LONDON -- A global economic watchdog on Monday proposed an overhaul of international tax rules to make sure big tech companies pay their dues, and warned that failure to adopt it would make the economic recovery from COVID-19 harder.
The Paris-based Organization for Economic Cooperation and Development, which advises the world's top economies, said its global tax overhaul framework will be presented to Group of 20 finance ministers meeting this week and could be implemented by mid-2021 if an agreement is reached. The group estimated the measures could raise an extra $100 billion in corporate tax revenues annually.
If countries don't all agree on the new tax rules, the OECD warned that there's a risk of a global trade war triggered by many individual countries launching their own digital services taxes to help their economic recovery from the pandemic. The result is that global economic growth cut be cut by more than 1% annually.
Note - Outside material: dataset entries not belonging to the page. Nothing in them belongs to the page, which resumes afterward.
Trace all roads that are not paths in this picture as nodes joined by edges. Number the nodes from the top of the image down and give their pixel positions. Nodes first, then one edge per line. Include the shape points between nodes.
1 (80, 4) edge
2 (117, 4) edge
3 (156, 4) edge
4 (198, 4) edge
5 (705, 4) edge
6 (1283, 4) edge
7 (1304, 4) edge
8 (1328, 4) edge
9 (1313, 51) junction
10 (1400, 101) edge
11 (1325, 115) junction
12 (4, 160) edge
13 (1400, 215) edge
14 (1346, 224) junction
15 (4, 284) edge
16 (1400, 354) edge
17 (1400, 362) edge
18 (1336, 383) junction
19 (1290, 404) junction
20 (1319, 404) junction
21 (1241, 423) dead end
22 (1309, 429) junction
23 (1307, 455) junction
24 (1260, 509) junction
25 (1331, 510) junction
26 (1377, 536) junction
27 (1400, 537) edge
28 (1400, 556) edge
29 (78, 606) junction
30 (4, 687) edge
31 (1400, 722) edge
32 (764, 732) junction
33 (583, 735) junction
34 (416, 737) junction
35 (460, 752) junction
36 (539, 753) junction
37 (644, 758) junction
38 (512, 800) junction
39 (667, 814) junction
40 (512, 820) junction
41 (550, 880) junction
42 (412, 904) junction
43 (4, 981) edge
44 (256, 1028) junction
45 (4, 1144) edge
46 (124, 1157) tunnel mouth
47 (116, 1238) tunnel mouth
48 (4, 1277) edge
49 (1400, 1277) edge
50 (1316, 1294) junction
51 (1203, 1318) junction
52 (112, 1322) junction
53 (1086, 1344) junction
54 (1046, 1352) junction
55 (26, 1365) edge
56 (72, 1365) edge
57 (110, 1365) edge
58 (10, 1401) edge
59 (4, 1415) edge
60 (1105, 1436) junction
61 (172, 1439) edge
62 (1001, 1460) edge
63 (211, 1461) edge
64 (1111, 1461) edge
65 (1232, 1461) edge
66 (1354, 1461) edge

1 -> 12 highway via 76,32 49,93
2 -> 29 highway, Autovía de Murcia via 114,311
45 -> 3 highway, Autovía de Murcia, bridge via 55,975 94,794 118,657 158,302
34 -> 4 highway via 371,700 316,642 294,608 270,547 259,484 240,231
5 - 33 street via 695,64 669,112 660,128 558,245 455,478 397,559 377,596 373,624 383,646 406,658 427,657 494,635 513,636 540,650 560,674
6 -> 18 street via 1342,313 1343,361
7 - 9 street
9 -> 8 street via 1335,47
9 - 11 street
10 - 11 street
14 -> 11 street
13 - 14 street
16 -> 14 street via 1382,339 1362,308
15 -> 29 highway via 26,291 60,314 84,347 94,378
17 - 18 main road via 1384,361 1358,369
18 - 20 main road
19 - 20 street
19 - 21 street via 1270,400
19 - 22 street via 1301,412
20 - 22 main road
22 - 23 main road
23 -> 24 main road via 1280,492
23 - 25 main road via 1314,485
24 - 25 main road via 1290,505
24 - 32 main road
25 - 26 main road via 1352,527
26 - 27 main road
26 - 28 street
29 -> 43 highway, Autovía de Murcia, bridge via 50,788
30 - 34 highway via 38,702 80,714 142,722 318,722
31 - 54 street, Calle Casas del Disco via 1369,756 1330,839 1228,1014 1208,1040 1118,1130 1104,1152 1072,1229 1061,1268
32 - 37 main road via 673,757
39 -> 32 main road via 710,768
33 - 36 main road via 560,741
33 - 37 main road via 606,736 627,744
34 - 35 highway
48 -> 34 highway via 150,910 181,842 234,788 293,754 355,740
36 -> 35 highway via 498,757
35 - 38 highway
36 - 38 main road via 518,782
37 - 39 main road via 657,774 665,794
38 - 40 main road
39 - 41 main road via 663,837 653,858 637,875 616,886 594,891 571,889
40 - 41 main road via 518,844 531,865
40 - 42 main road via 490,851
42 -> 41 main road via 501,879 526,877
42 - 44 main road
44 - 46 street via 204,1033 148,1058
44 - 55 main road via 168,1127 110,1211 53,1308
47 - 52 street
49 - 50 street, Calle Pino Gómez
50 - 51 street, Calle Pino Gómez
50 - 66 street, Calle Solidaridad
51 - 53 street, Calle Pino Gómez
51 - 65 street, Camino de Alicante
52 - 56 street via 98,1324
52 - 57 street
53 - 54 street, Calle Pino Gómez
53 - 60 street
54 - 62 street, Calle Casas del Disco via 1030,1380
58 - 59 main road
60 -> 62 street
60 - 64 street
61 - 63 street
“The last thing you want is, at this time of COVID-19, to have to deal at the same time with further trade tensions," OECD Secretary-General Angel Gurria said in an online press briefing.
The OECD's blueprints seek to reduce gaps and mismatches in tax rules between countries that are exploited by companies to avoid paying tax. They lay out new rules on where taxes should be paid, with the aim of making “digitally-intensive or consumer facing” multinational corporations pay taxes even in places where they do business remotely.
The new rules also call for countries to adopt a minimum tax rate, “in order to stop treaty shopping and companies going around finding venues that will treat them better,” Gurria said.